__Data shown__:
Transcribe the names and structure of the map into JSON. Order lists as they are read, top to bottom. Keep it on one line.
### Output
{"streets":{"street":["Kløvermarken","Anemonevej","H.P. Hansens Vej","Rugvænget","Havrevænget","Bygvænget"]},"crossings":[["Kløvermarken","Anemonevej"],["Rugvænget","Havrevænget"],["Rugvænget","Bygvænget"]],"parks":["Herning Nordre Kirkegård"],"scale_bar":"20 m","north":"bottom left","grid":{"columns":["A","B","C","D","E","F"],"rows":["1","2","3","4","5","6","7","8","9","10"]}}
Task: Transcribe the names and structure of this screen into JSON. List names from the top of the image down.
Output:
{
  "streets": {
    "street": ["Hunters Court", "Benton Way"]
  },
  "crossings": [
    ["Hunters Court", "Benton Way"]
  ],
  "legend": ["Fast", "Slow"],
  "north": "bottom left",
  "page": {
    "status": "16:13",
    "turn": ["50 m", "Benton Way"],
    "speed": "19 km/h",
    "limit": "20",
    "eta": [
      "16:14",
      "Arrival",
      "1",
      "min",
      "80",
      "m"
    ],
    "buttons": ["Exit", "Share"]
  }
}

* * *

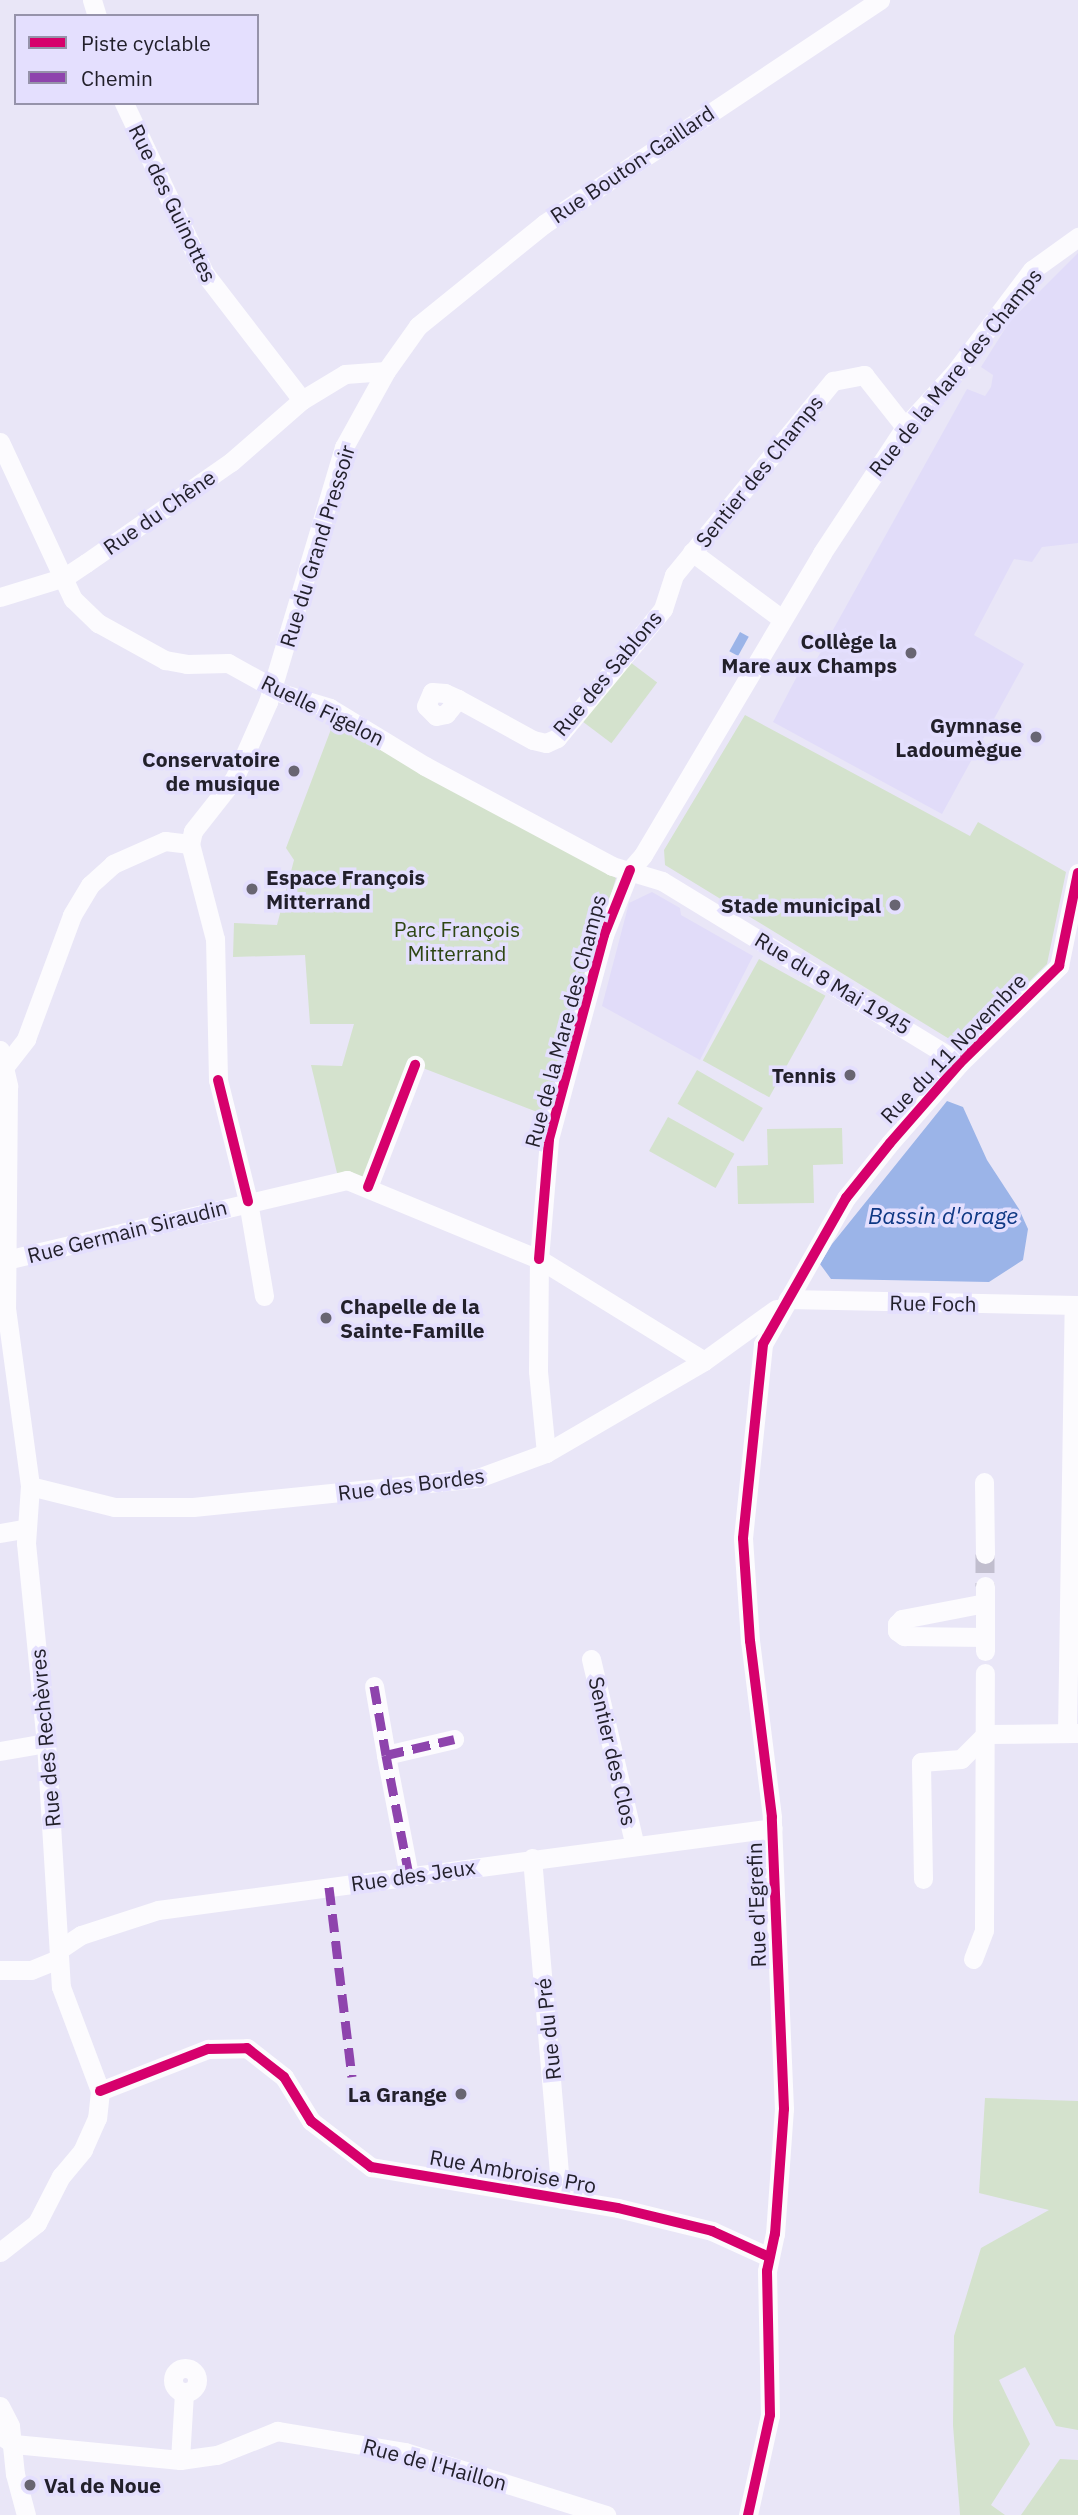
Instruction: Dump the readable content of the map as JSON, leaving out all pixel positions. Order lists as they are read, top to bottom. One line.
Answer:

__Work instructions__:
Scan the data above for the word "Transcribe". Copy every line in which it is found.

__Problem solution__:
Transcribe the names and structure of the map into JSON. Order lists as they are read, top to bottom. Keep it on one line.
Task: Transcribe the names and structure of this screen into JSON. List names from the top of the image down.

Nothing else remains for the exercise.